Rear
The suspension is definitely my favourite area when building a car. I played around for many hours trying to come up with the best way to arrange the suspension, especially at the rear. Real class-1 buggies almost all run trailing arm rear suspension, which is exceptionally strong. The major problem I kept finding, no matter how I configured a trailing arm design, was the change in length of the driveshafts. I could never get it small enough to be able to use commercial shafts, so I would have had to make my own telescopic shafts and diff outdrives. All possible, but not without a lot of effort on a very vulnerable part. I viewed this as too much of a compromise so decided on double wishbone suspension. The challenge now would be to integrate this while still retaining enough of a scale look as it is a fundamental difference between this car and the real thing.
Designing the wheel tragectories for the rear was not all that difficult, after all these wheels don't have to steer. The problem was placing the mount points with so many other parts getting in the way. Lower wishbones were no problem and I had these made pretty quickly in super tough 8mm 6082. I built 3 degrees of toe-in into them. The top links have to be wrapped around the spur gear on one side and the brake caliper, actuation arm and engine crankcase on the other. This particular part was re-made 3 times until sufficient clearance was achieved at the bottom-out and top-out positions in the suspension travel. I'd like to do the next project vehicle in full 3D CAD with motion simulation which would really help with this kind of problem. In the end I get about 2.5" of wheel travel out of this rear end with many parts having sub-millimetre clearances.

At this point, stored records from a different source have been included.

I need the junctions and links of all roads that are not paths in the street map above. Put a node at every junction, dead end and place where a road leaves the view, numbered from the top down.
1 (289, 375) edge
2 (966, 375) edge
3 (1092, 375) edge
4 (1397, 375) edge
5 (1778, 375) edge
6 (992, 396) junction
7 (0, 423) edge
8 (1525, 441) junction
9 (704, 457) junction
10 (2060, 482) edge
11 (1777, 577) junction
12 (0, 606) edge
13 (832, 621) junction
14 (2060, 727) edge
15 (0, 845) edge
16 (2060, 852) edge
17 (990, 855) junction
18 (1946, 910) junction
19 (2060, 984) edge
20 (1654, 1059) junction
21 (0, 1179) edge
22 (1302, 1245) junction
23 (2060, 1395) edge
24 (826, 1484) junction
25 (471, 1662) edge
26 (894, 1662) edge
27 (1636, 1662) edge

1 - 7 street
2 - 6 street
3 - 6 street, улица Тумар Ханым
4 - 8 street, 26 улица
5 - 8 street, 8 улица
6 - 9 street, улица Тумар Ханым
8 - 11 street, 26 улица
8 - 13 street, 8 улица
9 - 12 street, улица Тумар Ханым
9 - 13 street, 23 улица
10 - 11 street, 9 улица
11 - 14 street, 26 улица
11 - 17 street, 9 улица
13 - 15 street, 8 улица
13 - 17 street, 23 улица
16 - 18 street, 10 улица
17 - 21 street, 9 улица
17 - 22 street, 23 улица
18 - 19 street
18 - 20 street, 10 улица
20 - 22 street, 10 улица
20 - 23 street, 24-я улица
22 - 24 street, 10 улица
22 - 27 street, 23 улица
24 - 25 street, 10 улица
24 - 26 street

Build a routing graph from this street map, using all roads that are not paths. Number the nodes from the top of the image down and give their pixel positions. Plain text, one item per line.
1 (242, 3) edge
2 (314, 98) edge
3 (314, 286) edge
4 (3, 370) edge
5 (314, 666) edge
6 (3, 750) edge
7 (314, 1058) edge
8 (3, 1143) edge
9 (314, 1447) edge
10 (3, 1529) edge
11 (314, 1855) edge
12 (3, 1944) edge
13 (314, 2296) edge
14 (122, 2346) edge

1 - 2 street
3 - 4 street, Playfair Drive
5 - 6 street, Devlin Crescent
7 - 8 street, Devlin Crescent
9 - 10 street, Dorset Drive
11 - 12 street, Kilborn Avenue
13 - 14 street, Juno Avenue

Rear springing is another area where this buggy departs from 4WD machines. Because of the amount of weight placed behind the rear axle, no commercially available RC springs are stiff enough for the rear shocks. To achieve the correct ride height with the stiffest 1/8 scale springs I have requires over 1 inch of preload spacers, and of course the spring rate itself is still far too low. Buying engineering springs of the correct rate is an option, but if multiple rates are required for tuning purposes this can be pretty expensive. I decided to run a separate auxiliary spring in parallel with the standard 1/8 spring on the coilover unit. The aux spring would therefore not need to be very stiff, and changing it's preload would alter the ride height of the rear of the buggy without having to touch the main shock. The whole thing could be wrapped up in a 'piggyback' style unit which would look a lot like the external reservoirs and bypass units the real buggies have.